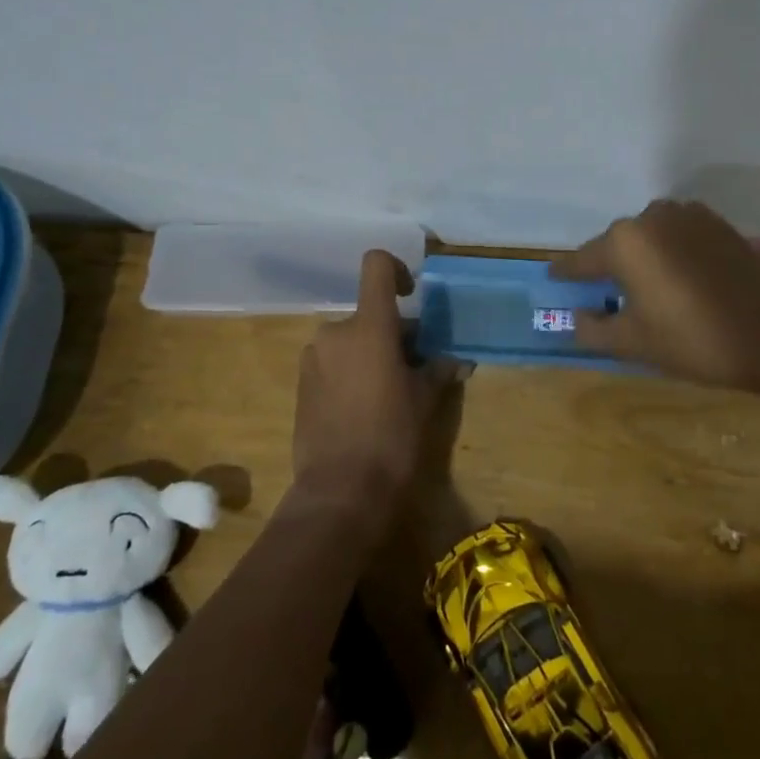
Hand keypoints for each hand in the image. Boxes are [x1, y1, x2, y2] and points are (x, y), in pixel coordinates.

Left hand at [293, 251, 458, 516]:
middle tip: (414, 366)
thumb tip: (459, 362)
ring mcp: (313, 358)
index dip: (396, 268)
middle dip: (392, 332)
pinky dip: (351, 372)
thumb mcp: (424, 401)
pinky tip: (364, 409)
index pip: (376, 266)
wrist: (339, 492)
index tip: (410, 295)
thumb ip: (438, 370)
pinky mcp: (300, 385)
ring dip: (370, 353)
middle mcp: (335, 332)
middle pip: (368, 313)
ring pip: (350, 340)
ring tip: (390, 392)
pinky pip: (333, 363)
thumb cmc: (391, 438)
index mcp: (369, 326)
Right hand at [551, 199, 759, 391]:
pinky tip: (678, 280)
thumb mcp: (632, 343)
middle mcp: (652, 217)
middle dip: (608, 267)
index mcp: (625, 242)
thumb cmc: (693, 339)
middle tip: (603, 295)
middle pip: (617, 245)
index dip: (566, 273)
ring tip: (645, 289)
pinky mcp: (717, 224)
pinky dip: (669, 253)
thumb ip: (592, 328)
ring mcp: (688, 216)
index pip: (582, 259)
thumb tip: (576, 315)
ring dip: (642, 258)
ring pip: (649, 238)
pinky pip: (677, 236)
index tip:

════════════════════

▶ _What you should do_
All lines from the one that contains "index dip: (566, 273)" to the last line above must be given again exactly, with both included and nothing added.

▶ _The completed task_
index dip: (566, 273)
ring tip: (645, 289)
pinky mcp: (717, 224)
pinky dip: (669, 253)
thumb ip: (592, 328)
ring mcp: (688, 216)
index pip: (582, 259)
thumb tip: (576, 315)
ring dip: (642, 258)
ring pip: (649, 238)
pinky pip: (677, 236)
index tip:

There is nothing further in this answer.